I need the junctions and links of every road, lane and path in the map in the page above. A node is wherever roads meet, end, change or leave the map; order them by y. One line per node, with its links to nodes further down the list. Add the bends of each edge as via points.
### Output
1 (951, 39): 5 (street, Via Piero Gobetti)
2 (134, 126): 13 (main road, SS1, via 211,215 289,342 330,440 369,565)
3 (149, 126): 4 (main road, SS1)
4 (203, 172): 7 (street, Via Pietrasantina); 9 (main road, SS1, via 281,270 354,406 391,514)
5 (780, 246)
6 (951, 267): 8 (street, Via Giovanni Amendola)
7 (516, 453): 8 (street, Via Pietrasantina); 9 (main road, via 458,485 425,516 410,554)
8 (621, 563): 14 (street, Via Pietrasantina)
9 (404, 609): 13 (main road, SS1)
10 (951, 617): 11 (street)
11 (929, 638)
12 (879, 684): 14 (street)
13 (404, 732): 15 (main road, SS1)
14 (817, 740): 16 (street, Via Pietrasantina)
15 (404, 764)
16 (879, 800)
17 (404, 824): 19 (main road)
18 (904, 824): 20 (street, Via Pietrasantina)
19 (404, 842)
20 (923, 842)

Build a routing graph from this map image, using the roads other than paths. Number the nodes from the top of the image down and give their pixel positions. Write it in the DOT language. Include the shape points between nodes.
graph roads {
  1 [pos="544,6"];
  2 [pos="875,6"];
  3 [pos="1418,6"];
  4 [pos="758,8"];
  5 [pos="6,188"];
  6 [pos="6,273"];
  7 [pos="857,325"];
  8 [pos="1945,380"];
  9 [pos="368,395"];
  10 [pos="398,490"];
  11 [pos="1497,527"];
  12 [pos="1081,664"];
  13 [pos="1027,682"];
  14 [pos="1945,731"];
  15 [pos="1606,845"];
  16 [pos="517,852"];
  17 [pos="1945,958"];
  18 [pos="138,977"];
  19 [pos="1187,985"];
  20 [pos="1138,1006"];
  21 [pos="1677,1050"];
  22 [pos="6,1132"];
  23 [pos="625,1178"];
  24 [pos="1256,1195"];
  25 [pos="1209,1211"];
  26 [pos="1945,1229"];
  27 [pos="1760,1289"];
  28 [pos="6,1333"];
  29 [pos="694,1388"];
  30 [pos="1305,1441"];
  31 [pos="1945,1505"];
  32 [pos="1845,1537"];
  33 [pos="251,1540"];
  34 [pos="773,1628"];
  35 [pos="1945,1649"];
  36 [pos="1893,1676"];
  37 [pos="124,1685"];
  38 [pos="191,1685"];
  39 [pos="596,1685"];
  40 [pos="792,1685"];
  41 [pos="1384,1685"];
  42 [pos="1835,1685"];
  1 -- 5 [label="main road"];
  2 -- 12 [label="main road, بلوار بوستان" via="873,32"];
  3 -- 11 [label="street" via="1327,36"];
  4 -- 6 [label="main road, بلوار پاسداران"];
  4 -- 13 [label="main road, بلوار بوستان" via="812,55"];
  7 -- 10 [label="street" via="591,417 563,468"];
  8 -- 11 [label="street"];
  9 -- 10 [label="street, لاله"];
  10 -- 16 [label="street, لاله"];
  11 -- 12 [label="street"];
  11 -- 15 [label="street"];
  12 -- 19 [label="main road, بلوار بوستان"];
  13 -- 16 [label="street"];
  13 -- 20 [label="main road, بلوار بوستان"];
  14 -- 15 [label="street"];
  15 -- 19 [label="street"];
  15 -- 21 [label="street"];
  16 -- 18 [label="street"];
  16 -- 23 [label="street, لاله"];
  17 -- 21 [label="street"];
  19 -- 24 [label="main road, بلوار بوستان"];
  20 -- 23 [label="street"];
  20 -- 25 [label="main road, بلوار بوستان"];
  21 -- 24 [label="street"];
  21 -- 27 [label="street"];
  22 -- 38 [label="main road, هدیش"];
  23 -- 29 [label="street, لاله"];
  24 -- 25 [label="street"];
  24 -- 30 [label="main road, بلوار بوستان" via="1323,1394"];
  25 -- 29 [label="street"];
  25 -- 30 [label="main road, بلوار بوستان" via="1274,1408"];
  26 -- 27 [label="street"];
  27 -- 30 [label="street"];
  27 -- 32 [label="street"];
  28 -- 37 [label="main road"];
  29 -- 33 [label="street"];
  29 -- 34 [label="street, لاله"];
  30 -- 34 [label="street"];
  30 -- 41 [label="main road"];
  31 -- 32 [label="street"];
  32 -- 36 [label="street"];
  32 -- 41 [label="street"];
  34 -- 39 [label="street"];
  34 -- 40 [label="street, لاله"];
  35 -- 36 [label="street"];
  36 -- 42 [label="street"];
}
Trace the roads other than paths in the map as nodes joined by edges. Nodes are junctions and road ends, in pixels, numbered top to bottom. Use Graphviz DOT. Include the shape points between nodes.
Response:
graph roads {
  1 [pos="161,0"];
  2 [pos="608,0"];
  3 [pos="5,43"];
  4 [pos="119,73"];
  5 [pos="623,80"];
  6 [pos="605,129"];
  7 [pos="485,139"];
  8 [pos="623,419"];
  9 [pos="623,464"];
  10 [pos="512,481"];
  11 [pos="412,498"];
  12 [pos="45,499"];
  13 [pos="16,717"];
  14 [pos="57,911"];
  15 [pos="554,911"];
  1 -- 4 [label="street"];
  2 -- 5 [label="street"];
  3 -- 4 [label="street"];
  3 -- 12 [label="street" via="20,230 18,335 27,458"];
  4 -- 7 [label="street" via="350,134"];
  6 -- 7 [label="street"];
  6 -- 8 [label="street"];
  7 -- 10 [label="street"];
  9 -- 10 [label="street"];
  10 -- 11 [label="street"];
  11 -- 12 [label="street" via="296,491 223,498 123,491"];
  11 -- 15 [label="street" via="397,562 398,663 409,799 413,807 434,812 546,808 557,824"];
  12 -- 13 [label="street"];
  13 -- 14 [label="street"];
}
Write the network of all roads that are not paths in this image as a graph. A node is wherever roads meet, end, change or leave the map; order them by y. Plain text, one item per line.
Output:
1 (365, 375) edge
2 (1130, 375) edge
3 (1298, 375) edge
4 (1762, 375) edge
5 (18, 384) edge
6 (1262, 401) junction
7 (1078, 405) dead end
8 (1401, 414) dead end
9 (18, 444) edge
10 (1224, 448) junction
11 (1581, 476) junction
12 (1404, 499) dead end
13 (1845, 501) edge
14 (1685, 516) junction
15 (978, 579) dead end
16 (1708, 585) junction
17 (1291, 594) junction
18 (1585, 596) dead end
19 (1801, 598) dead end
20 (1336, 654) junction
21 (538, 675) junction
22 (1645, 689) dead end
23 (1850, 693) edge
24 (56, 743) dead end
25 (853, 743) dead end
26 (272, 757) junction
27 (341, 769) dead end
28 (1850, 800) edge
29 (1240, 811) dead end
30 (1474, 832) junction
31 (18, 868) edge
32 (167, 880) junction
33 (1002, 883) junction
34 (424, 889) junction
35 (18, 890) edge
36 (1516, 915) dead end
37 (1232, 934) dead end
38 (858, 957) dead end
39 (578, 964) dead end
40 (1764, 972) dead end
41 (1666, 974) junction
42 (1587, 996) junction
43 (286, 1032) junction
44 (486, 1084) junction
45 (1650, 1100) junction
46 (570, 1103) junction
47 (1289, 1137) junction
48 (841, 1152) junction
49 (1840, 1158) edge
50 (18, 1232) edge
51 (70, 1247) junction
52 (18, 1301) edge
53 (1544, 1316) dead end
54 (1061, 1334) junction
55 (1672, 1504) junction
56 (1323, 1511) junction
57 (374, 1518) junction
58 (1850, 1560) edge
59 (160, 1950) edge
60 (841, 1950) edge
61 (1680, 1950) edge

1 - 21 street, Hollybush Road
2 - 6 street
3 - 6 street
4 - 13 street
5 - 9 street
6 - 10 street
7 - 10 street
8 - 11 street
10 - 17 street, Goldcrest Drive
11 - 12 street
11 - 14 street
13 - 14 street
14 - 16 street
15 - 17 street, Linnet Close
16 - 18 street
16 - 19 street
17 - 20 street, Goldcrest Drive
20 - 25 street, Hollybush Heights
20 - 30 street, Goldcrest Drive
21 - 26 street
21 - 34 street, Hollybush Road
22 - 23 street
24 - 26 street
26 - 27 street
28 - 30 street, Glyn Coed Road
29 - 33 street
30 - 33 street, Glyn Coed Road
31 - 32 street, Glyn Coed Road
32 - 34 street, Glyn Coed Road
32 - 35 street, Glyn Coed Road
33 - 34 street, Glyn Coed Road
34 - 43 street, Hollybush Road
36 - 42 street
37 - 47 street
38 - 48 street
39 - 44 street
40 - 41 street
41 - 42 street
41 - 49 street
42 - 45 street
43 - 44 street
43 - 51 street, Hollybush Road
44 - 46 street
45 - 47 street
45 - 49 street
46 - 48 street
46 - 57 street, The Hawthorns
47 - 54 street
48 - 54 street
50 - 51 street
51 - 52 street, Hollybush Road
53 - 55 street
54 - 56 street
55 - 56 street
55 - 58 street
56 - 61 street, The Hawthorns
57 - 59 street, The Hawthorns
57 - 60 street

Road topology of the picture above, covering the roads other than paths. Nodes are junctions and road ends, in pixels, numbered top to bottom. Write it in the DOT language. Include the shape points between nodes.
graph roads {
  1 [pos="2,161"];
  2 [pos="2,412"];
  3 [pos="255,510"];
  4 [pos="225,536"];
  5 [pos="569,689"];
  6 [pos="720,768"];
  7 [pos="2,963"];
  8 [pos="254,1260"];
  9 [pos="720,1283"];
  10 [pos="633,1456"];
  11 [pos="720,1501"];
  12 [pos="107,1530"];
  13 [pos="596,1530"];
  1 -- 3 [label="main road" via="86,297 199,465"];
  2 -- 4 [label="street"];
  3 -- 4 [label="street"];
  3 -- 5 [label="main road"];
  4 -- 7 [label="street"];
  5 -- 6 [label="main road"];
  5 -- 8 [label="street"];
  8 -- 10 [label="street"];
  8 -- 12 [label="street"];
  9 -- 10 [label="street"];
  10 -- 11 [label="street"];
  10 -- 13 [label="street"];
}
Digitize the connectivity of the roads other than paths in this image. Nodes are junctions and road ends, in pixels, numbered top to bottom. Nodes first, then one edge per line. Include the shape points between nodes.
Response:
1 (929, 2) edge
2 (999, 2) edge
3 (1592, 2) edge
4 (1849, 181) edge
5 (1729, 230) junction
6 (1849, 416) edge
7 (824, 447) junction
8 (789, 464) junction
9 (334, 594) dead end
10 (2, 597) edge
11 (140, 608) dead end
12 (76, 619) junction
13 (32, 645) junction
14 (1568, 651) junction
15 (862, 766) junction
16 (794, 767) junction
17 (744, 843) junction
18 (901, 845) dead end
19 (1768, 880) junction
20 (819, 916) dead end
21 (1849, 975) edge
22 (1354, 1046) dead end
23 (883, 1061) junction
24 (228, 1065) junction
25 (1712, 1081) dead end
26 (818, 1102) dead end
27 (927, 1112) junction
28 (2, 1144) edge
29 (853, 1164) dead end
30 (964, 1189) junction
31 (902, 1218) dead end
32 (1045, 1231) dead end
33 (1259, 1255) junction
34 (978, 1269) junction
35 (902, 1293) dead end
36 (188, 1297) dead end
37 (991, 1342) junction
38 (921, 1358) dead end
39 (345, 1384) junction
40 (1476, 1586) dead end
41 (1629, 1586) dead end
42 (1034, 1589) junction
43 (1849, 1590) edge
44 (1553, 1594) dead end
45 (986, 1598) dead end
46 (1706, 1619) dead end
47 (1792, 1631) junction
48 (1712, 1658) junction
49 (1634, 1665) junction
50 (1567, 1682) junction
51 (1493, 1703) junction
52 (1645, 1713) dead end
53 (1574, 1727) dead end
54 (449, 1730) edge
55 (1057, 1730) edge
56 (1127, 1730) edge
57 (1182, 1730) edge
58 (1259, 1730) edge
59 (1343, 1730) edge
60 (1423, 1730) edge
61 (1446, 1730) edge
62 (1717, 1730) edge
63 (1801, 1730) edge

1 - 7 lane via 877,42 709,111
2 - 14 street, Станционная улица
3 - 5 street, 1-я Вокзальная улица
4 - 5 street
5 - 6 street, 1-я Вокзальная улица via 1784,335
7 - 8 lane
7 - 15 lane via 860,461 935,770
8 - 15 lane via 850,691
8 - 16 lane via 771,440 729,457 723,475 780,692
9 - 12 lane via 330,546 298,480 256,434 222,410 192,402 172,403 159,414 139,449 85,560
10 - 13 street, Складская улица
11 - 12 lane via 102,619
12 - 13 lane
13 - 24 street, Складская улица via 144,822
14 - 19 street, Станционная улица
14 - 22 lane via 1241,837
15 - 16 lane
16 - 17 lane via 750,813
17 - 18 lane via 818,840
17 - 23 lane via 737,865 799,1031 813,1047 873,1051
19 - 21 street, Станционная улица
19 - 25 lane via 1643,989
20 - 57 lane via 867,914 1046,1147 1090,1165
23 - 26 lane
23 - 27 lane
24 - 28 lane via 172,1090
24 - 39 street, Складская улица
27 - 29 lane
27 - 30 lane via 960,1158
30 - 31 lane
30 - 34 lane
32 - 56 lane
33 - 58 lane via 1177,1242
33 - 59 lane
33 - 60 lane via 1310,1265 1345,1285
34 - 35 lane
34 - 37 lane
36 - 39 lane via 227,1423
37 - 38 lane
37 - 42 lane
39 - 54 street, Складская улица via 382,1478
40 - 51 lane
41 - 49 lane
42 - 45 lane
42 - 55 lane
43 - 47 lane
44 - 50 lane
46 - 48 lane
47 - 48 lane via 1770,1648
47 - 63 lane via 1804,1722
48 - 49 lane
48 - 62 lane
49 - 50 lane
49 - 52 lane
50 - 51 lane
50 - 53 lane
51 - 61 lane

::::::::::

[PROBLEM TO WORK ON]: Scan the records above line by line, counting those where the word "shape" appears, and give the count alone.

[COMPLETED TASK]: 4